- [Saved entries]
***

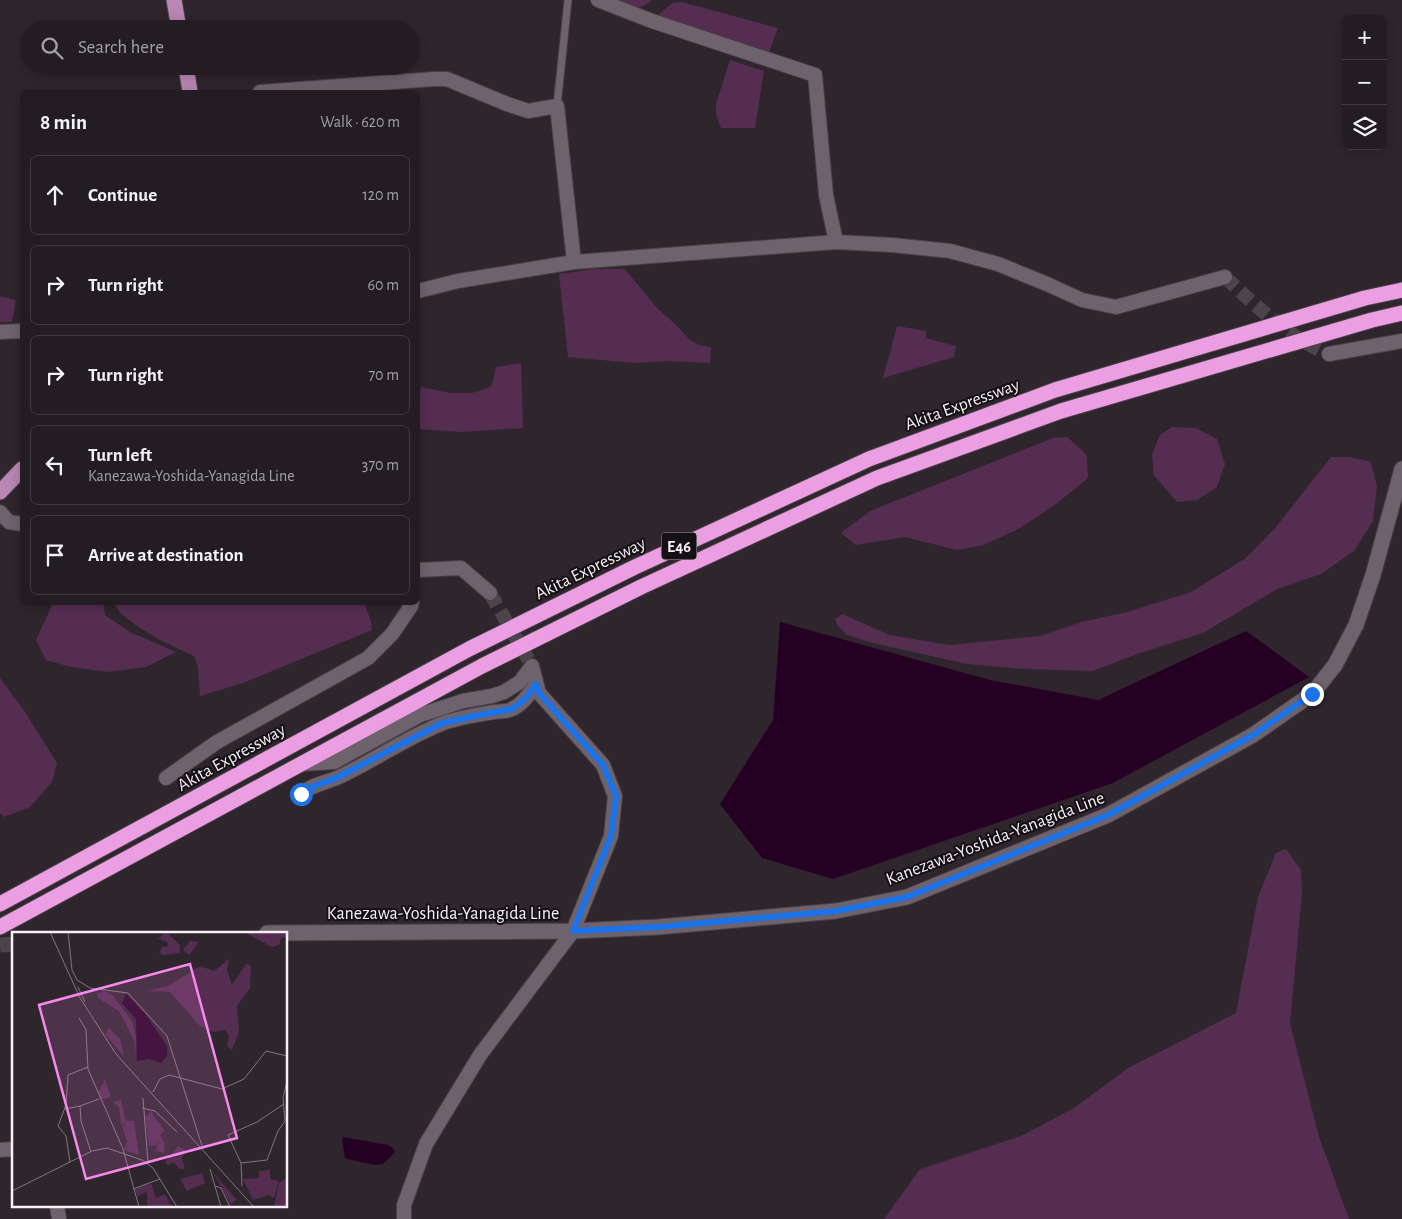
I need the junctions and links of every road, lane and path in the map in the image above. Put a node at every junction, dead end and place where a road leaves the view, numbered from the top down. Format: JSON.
{"nodes":[{"id":1,"x":174,"y":0,"type":"edge"},
{"id":2,"x":568,"y":0,"type":"edge"},
{"id":3,"x":600,"y":0,"type":"edge"},
{"id":4,"x":177,"y":20,"type":"edge"},
{"id":5,"x":187,"y":75,"type":"edge"},
{"id":6,"x":190,"y":90,"type":"edge"},
{"id":7,"x":287,"y":90,"type":"edge"},
{"id":8,"x":557,"y":106,"type":"junction"},
{"id":9,"x":836,"y":242,"type":"junction"},
{"id":10,"x":574,"y":262,"type":"junction"},
{"id":11,"x":1225,"y":277,"type":"dead end"},
{"id":12,"x":420,"y":290,"type":"edge"},
{"id":13,"x":1402,"y":290,"type":"edge"},
{"id":14,"x":1402,"y":312,"type":"edge"},
{"id":15,"x":20,"y":331,"type":"edge"},
{"id":16,"x":0,"y":332,"type":"edge"},
{"id":17,"x":1402,"y":341,"type":"edge"},
{"id":18,"x":1329,"y":354,"type":"tunnel mouth"},
{"id":19,"x":1402,"y":469,"type":"edge"},
{"id":20,"x":20,"y":472,"type":"edge"},
{"id":21,"x":0,"y":492,"type":"edge"},
{"id":22,"x":0,"y":512,"type":"edge"},
{"id":23,"x":20,"y":524,"type":"edge"},
{"id":24,"x":420,"y":572,"type":"edge"},
{"id":25,"x":490,"y":593,"type":"tunnel mouth"},
{"id":26,"x":412,"y":605,"type":"edge"},
{"id":27,"x":536,"y":684,"type":"junction"},
{"id":28,"x":301,"y":764,"type":"junction"},
{"id":29,"x":166,"y":778,"type":"dead end"},
{"id":30,"x":301,"y":794,"type":"dead end"},
{"id":31,"x":0,"y":904,"type":"edge"},
{"id":32,"x":0,"y":927,"type":"edge"},
{"id":33,"x":573,"y":931,"type":"junction"},
{"id":34,"x":288,"y":933,"type":"edge"},
{"id":35,"x":57,"y":1206,"type":"edge"},
{"id":36,"x":59,"y":1219,"type":"edge"},
{"id":37,"x":404,"y":1219,"type":"edge"}],
"edges":[{"from":1,"to":4,"type":"main road"},
{"from":2,"to":8,"type":"lane"},
{"from":3,"to":9,"type":"street"},
{"from":5,"to":6,"type":"main road"},
{"from":7,"to":8,"type":"street"},
{"from":8,"to":10,"type":"street"},
{"from":9,"to":10,"type":"street"},
{"from":9,"to":11,"type":"street"},
{"from":10,"to":12,"type":"street"},
{"from":13,"to":31,"type":"highway","name":"Akita Expressway","number":"E46"},
{"from":14,"to":28,"type":"highway","number":"E46"},
{"from":15,"to":16,"type":"street"},
{"from":17,"to":18,"type":"street"},
{"from":19,"to":33,"type":"main road","name":"Kanezawa-Yoshida-Yanagida Line"},
{"from":20,"to":21,"type":"main road"},
{"from":22,"to":23,"type":"street"},
{"from":24,"to":25,"type":"street"},
{"from":26,"to":29,"type":"street"},
{"from":27,"to":28,"type":"street"},
{"from":27,"to":30,"type":"street"},
{"from":27,"to":33,"type":"street"},
{"from":28,"to":32,"type":"highway","number":"E46"},
{"from":33,"to":34,"type":"main road","name":"Kanezawa-Yoshida-Yanagida Line"},
{"from":33,"to":37,"type":"street"},
{"from":35,"to":36,"type":"street"}]}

***

- [What is required] The lines above that include "tunnel" should each be listed.

- [Result]
{"id":18,"x":1329,"y":354,"type":"tunnel mouth"},
{"id":25,"x":490,"y":593,"type":"tunnel mouth"},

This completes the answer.